SF wants startups to behave, so why did it reject the ‘nice guy’ of e-scooters? - rmason
https://www.sfchronicle.com/Bayard%27s/heatherknight/article/SF-wants-startups-to-behave-so-why-did-it-reject-14903323.php?t=5f89d50b1e
======
wiseleo
All forms to be submitted to any government entity have to be reviewed by
lawyers because they will be read with intent to reject rather than accept. I
saw variations of this many times.

It is a sad reality, but that is the current state of government interaction.

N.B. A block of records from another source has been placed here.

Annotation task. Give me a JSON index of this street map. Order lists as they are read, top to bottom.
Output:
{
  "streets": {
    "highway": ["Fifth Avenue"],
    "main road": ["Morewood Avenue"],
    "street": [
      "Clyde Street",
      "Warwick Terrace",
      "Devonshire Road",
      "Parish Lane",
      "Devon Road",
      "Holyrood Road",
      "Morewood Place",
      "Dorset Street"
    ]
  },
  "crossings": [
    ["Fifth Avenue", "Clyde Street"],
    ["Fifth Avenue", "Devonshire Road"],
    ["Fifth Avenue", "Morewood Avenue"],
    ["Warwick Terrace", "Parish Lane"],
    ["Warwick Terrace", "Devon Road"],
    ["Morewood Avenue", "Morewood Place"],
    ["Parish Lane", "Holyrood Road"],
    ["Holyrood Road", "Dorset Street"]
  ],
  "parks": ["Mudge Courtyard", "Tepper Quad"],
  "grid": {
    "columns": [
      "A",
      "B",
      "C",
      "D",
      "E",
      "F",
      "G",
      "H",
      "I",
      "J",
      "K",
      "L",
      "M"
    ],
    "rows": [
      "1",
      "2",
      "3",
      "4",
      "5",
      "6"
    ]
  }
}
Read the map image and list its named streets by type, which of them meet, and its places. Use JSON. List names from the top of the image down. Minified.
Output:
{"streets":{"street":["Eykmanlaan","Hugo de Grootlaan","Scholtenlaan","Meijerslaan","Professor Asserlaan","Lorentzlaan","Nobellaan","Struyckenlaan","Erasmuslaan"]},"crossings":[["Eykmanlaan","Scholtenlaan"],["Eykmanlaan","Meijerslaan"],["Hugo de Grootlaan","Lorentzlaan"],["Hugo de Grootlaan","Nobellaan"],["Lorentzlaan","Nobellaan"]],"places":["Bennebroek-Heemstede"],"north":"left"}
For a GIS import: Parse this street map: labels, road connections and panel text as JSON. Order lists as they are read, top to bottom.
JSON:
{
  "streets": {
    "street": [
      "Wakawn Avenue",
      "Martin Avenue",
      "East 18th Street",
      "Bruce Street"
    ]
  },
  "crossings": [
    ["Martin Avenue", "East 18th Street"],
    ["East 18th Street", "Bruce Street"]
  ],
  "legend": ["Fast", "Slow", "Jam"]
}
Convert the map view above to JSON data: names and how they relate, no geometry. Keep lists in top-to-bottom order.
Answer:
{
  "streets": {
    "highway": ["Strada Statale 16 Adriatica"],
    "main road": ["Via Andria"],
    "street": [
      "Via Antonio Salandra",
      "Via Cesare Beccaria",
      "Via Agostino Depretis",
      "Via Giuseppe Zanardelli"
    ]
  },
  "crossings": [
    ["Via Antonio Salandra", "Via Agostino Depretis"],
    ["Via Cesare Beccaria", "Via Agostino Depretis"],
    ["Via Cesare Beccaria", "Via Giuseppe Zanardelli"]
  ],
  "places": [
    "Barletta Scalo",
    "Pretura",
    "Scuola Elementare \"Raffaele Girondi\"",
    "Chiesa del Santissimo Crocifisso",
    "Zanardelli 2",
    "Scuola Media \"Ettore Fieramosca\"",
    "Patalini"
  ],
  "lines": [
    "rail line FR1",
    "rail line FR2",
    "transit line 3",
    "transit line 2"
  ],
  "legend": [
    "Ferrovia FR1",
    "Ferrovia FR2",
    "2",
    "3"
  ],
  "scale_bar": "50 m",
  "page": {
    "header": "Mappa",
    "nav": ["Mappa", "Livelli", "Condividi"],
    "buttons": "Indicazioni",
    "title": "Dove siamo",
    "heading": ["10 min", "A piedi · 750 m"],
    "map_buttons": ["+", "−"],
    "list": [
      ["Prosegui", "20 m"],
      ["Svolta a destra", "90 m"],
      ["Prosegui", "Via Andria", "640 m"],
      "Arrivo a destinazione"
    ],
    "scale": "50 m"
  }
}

Scooters are massively profitable. They cost $1 for 3 minutes and their
acquisition cost is lower than $500 with zero cost to operate except for
charging and repairs, where the charging cost is negligible and repair cost is
fixed. I took a few rides and paid more than $5-7 per ride, which is
comparable to an Uber ride but where the company incurred no expense foe the
driver. 100 rides pays for the thing and after that it’s pure profit.

------
KFC_Manager
Aside from the way his application was rejected, you’d think if the city was
valuing the ability of the company underlying the scooter service to provide a
stable service, good support and jobs (even if contract work) they wouldn’t
put that much faith in a startup with just their series A raised right? I
don’t know the economics of these scooter companies, but they must be burning
cash to operate and the companies SF ended up choosing have plenty of cash to
burn.